→ Work item: Text in the records must be reproduced exactly, and pictures must be skipped.
---+---
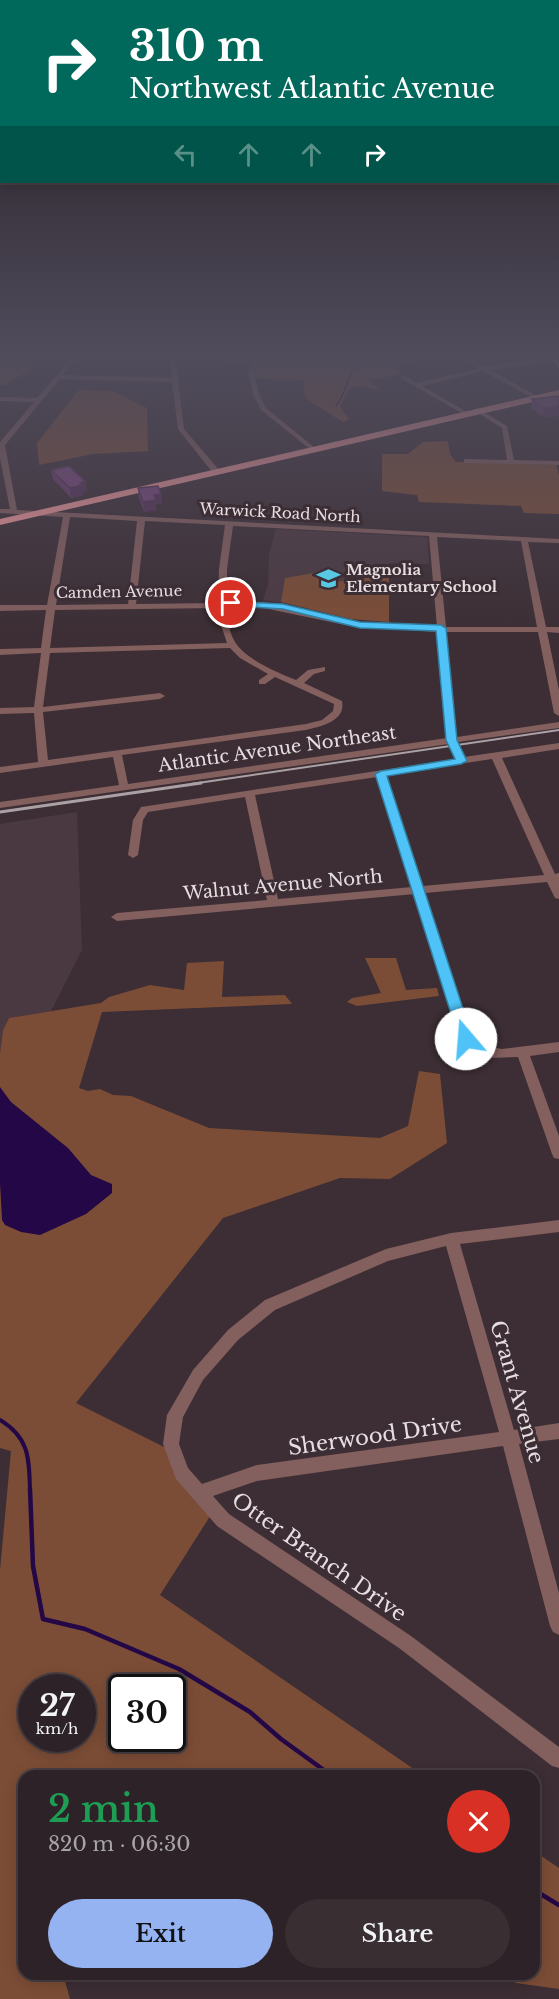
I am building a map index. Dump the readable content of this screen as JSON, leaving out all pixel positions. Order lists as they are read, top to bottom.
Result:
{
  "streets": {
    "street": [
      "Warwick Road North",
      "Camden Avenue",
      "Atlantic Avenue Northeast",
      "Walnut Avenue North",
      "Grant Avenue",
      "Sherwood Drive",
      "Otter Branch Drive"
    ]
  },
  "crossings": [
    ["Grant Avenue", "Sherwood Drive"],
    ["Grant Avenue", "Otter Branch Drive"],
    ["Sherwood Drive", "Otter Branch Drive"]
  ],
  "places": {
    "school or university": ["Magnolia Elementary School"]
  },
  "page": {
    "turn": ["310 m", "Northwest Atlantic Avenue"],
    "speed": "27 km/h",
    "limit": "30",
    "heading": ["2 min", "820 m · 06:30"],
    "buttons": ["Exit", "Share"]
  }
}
---+---
→ Written reply:
I am building a map index. Dump the readable content of this screen as JSON, leaving out all pixel positions. Order lists as they are read, top to bottom.
Result:
{
  "streets": {
    "street": [
      "Warwick Road North",
      "Camden Avenue",
      "Atlantic Avenue Northeast",
      "Walnut Avenue North",
      "Grant Avenue",
      "Sherwood Drive",
      "Otter Branch Drive"
    ]
  },
  "crossings": [
    ["Grant Avenue", "Sherwood Drive"],
    ["Grant Avenue", "Otter Branch Drive"],
    ["Sherwood Drive", "Otter Branch Drive"]
  ],
  "places": {
    "school or university": ["Magnolia Elementary School"]
  },
  "page": {
    "turn": ["310 m", "Northwest Atlantic Avenue"],
    "speed": "27 km/h",
    "limit": "30",
    "heading": ["2 min", "820 m · 06:30"],
    "buttons": ["Exit", "Share"]
  }
}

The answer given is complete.